▶ **Saved entries**:
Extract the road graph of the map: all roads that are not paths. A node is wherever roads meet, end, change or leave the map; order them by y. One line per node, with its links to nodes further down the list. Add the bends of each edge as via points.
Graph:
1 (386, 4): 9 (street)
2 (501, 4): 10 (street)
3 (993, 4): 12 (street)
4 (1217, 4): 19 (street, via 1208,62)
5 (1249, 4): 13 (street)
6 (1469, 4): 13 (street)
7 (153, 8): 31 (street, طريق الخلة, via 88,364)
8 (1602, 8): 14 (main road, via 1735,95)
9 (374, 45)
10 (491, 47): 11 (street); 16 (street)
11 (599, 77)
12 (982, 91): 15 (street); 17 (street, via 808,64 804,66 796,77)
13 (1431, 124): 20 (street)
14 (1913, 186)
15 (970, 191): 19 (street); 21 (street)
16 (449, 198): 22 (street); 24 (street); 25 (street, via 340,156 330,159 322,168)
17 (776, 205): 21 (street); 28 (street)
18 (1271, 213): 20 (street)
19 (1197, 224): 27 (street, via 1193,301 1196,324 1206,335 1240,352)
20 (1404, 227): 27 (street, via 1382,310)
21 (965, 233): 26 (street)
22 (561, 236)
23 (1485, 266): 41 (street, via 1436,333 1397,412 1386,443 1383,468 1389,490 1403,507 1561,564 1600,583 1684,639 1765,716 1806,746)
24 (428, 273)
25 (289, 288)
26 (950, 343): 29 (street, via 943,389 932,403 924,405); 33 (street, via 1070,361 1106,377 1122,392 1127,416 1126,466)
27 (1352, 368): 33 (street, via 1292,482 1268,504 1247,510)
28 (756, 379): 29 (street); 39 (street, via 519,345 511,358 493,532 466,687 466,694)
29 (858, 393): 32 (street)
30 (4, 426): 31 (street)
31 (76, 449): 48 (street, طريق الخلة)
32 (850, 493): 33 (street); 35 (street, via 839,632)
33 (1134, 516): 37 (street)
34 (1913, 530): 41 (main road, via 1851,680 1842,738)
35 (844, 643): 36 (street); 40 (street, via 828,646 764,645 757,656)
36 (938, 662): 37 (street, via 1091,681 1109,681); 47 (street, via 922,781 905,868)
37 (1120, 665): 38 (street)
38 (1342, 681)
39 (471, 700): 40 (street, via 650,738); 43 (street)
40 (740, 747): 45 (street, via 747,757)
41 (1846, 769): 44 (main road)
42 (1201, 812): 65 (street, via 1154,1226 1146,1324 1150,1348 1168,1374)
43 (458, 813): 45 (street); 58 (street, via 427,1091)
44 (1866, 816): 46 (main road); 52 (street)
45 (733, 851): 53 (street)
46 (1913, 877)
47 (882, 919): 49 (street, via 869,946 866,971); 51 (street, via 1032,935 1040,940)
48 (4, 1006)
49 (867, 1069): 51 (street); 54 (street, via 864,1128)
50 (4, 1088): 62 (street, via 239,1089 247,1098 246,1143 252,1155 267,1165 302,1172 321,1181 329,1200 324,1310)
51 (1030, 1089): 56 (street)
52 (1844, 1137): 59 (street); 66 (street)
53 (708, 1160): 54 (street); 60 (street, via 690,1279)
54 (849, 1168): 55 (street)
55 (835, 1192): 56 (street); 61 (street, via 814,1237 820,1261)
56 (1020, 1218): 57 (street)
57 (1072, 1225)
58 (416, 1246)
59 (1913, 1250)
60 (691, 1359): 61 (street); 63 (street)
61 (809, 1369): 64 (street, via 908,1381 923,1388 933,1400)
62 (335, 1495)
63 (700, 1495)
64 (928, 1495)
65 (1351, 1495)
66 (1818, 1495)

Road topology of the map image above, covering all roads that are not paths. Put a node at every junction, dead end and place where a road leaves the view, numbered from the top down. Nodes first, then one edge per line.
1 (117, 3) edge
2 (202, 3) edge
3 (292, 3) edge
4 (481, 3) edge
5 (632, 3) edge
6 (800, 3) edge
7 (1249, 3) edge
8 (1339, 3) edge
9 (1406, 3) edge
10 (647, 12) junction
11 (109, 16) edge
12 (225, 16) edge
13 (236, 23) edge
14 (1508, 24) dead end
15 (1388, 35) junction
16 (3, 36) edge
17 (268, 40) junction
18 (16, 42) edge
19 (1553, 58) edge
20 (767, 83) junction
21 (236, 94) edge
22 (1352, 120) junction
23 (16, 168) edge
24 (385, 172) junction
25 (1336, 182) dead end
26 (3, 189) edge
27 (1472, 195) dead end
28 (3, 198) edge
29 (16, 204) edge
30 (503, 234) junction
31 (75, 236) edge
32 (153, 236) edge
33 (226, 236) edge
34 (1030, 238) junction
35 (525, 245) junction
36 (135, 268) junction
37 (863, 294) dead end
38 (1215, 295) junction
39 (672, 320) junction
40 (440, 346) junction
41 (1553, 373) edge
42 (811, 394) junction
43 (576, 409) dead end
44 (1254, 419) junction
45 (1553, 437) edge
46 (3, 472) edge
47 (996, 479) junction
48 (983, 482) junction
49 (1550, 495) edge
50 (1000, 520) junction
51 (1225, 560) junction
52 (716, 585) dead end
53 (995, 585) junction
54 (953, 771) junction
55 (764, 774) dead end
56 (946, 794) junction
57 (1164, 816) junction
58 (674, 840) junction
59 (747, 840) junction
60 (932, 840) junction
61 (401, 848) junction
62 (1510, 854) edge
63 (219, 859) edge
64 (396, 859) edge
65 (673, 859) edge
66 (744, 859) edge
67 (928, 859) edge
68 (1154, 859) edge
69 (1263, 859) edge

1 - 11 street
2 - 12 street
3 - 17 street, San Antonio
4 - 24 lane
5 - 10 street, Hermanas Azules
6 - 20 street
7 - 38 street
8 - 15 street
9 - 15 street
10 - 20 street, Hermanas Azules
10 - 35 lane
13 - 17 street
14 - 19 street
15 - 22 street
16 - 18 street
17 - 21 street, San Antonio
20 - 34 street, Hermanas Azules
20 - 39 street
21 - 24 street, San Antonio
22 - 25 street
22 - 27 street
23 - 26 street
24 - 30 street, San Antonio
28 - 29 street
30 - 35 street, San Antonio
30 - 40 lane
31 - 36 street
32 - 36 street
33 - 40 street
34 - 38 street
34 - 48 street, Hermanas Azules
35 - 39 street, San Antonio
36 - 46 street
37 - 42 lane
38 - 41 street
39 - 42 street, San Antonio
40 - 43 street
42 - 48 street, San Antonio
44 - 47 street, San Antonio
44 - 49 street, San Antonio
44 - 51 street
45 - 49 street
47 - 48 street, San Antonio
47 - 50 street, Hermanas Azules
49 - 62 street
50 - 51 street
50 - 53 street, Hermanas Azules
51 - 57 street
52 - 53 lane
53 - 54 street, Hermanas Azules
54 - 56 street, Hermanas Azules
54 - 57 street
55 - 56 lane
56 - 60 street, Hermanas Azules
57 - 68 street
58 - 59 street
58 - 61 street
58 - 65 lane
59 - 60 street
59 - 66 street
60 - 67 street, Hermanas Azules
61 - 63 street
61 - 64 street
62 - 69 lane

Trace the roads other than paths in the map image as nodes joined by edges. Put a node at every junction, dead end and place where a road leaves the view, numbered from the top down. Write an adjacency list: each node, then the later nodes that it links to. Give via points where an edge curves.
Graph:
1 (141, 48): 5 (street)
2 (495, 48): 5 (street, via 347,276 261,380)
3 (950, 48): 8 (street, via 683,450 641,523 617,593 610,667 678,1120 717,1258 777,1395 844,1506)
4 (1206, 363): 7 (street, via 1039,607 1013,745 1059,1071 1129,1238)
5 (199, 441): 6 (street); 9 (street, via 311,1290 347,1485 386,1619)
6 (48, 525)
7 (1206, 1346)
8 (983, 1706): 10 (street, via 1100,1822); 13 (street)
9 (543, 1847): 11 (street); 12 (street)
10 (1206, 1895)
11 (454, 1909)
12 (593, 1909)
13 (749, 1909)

▶ **ASSIGNMENT**:
Every line above must be reproduced exactly as it stands.

▶ **WRITTEN RESPONSE**:
Extract the road graph of the map: all roads that are not paths. A node is wherever roads meet, end, change or leave the map; order them by y. One line per node, with its links to nodes further down the list. Add the bends of each edge as via points.
Graph:
1 (386, 4): 9 (street)
2 (501, 4): 10 (street)
3 (993, 4): 12 (street)
4 (1217, 4): 19 (street, via 1208,62)
5 (1249, 4): 13 (street)
6 (1469, 4): 13 (street)
7 (153, 8): 31 (street, طريق الخلة, via 88,364)
8 (1602, 8): 14 (main road, via 1735,95)
9 (374, 45)
10 (491, 47): 11 (street); 16 (street)
11 (599, 77)
12 (982, 91): 15 (street); 17 (street, via 808,64 804,66 796,77)
13 (1431, 124): 20 (street)
14 (1913, 186)
15 (970, 191): 19 (street); 21 (street)
16 (449, 198): 22 (street); 24 (street); 25 (street, via 340,156 330,159 322,168)
17 (776, 205): 21 (street); 28 (street)
18 (1271, 213): 20 (street)
19 (1197, 224): 27 (street, via 1193,301 1196,324 1206,335 1240,352)
20 (1404, 227): 27 (street, via 1382,310)
21 (965, 233): 26 (street)
22 (561, 236)
23 (1485, 266): 41 (street, via 1436,333 1397,412 1386,443 1383,468 1389,490 1403,507 1561,564 1600,583 1684,639 1765,716 1806,746)
24 (428, 273)
25 (289, 288)
26 (950, 343): 29 (street, via 943,389 932,403 924,405); 33 (street, via 1070,361 1106,377 1122,392 1127,416 1126,466)
27 (1352, 368): 33 (street, via 1292,482 1268,504 1247,510)
28 (756, 379): 29 (street); 39 (street, via 519,345 511,358 493,532 466,687 466,694)
29 (858, 393): 32 (street)
30 (4, 426): 31 (street)
31 (76, 449): 48 (street, طريق الخلة)
32 (850, 493): 33 (street); 35 (street, via 839,632)
33 (1134, 516): 37 (street)
34 (1913, 530): 41 (main road, via 1851,680 1842,738)
35 (844, 643): 36 (street); 40 (street, via 828,646 764,645 757,656)
36 (938, 662): 37 (street, via 1091,681 1109,681); 47 (street, via 922,781 905,868)
37 (1120, 665): 38 (street)
38 (1342, 681)
39 (471, 700): 40 (street, via 650,738); 43 (street)
40 (740, 747): 45 (street, via 747,757)
41 (1846, 769): 44 (main road)
42 (1201, 812): 65 (street, via 1154,1226 1146,1324 1150,1348 1168,1374)
43 (458, 813): 45 (street); 58 (street, via 427,1091)
44 (1866, 816): 46 (main road); 52 (street)
45 (733, 851): 53 (street)
46 (1913, 877)
47 (882, 919): 49 (street, via 869,946 866,971); 51 (street, via 1032,935 1040,940)
48 (4, 1006)
49 (867, 1069): 51 (street); 54 (street, via 864,1128)
50 (4, 1088): 62 (street, via 239,1089 247,1098 246,1143 252,1155 267,1165 302,1172 321,1181 329,1200 324,1310)
51 (1030, 1089): 56 (street)
52 (1844, 1137): 59 (street); 66 (street)
53 (708, 1160): 54 (street); 60 (street, via 690,1279)
54 (849, 1168): 55 (street)
55 (835, 1192): 56 (street); 61 (street, via 814,1237 820,1261)
56 (1020, 1218): 57 (street)
57 (1072, 1225)
58 (416, 1246)
59 (1913, 1250)
60 (691, 1359): 61 (street); 63 (street)
61 (809, 1369): 64 (street, via 908,1381 923,1388 933,1400)
62 (335, 1495)
63 (700, 1495)
64 (928, 1495)
65 (1351, 1495)
66 (1818, 1495)

Road topology of the map image above, covering all roads that are not paths. Put a node at every junction, dead end and place where a road leaves the view, numbered from the top down. Nodes first, then one edge per line.
1 (117, 3) edge
2 (202, 3) edge
3 (292, 3) edge
4 (481, 3) edge
5 (632, 3) edge
6 (800, 3) edge
7 (1249, 3) edge
8 (1339, 3) edge
9 (1406, 3) edge
10 (647, 12) junction
11 (109, 16) edge
12 (225, 16) edge
13 (236, 23) edge
14 (1508, 24) dead end
15 (1388, 35) junction
16 (3, 36) edge
17 (268, 40) junction
18 (16, 42) edge
19 (1553, 58) edge
20 (767, 83) junction
21 (236, 94) edge
22 (1352, 120) junction
23 (16, 168) edge
24 (385, 172) junction
25 (1336, 182) dead end
26 (3, 189) edge
27 (1472, 195) dead end
28 (3, 198) edge
29 (16, 204) edge
30 (503, 234) junction
31 (75, 236) edge
32 (153, 236) edge
33 (226, 236) edge
34 (1030, 238) junction
35 (525, 245) junction
36 (135, 268) junction
37 (863, 294) dead end
38 (1215, 295) junction
39 (672, 320) junction
40 (440, 346) junction
41 (1553, 373) edge
42 (811, 394) junction
43 (576, 409) dead end
44 (1254, 419) junction
45 (1553, 437) edge
46 (3, 472) edge
47 (996, 479) junction
48 (983, 482) junction
49 (1550, 495) edge
50 (1000, 520) junction
51 (1225, 560) junction
52 (716, 585) dead end
53 (995, 585) junction
54 (953, 771) junction
55 (764, 774) dead end
56 (946, 794) junction
57 (1164, 816) junction
58 (674, 840) junction
59 (747, 840) junction
60 (932, 840) junction
61 (401, 848) junction
62 (1510, 854) edge
63 (219, 859) edge
64 (396, 859) edge
65 (673, 859) edge
66 (744, 859) edge
67 (928, 859) edge
68 (1154, 859) edge
69 (1263, 859) edge

1 - 11 street
2 - 12 street
3 - 17 street, San Antonio
4 - 24 lane
5 - 10 street, Hermanas Azules
6 - 20 street
7 - 38 street
8 - 15 street
9 - 15 street
10 - 20 street, Hermanas Azules
10 - 35 lane
13 - 17 street
14 - 19 street
15 - 22 street
16 - 18 street
17 - 21 street, San Antonio
20 - 34 street, Hermanas Azules
20 - 39 street
21 - 24 street, San Antonio
22 - 25 street
22 - 27 street
23 - 26 street
24 - 30 street, San Antonio
28 - 29 street
30 - 35 street, San Antonio
30 - 40 lane
31 - 36 street
32 - 36 street
33 - 40 street
34 - 38 street
34 - 48 street, Hermanas Azules
35 - 39 street, San Antonio
36 - 46 street
37 - 42 lane
38 - 41 street
39 - 42 street, San Antonio
40 - 43 street
42 - 48 street, San Antonio
44 - 47 street, San Antonio
44 - 49 street, San Antonio
44 - 51 street
45 - 49 street
47 - 48 street, San Antonio
47 - 50 street, Hermanas Azules
49 - 62 street
50 - 51 street
50 - 53 street, Hermanas Azules
51 - 57 street
52 - 53 lane
53 - 54 street, Hermanas Azules
54 - 56 street, Hermanas Azules
54 - 57 street
55 - 56 lane
56 - 60 street, Hermanas Azules
57 - 68 street
58 - 59 street
58 - 61 street
58 - 65 lane
59 - 60 street
59 - 66 street
60 - 67 street, Hermanas Azules
61 - 63 street
61 - 64 street
62 - 69 lane

Trace the roads other than paths in the map image as nodes joined by edges. Put a node at every junction, dead end and place where a road leaves the view, numbered from the top down. Write an adjacency list: each node, then the later nodes that it links to. Give via points where an edge curves.
Graph:
1 (141, 48): 5 (street)
2 (495, 48): 5 (street, via 347,276 261,380)
3 (950, 48): 8 (street, via 683,450 641,523 617,593 610,667 678,1120 717,1258 777,1395 844,1506)
4 (1206, 363): 7 (street, via 1039,607 1013,745 1059,1071 1129,1238)
5 (199, 441): 6 (street); 9 (street, via 311,1290 347,1485 386,1619)
6 (48, 525)
7 (1206, 1346)
8 (983, 1706): 10 (street, via 1100,1822); 13 (street)
9 (543, 1847): 11 (street); 12 (street)
10 (1206, 1895)
11 (454, 1909)
12 (593, 1909)
13 (749, 1909)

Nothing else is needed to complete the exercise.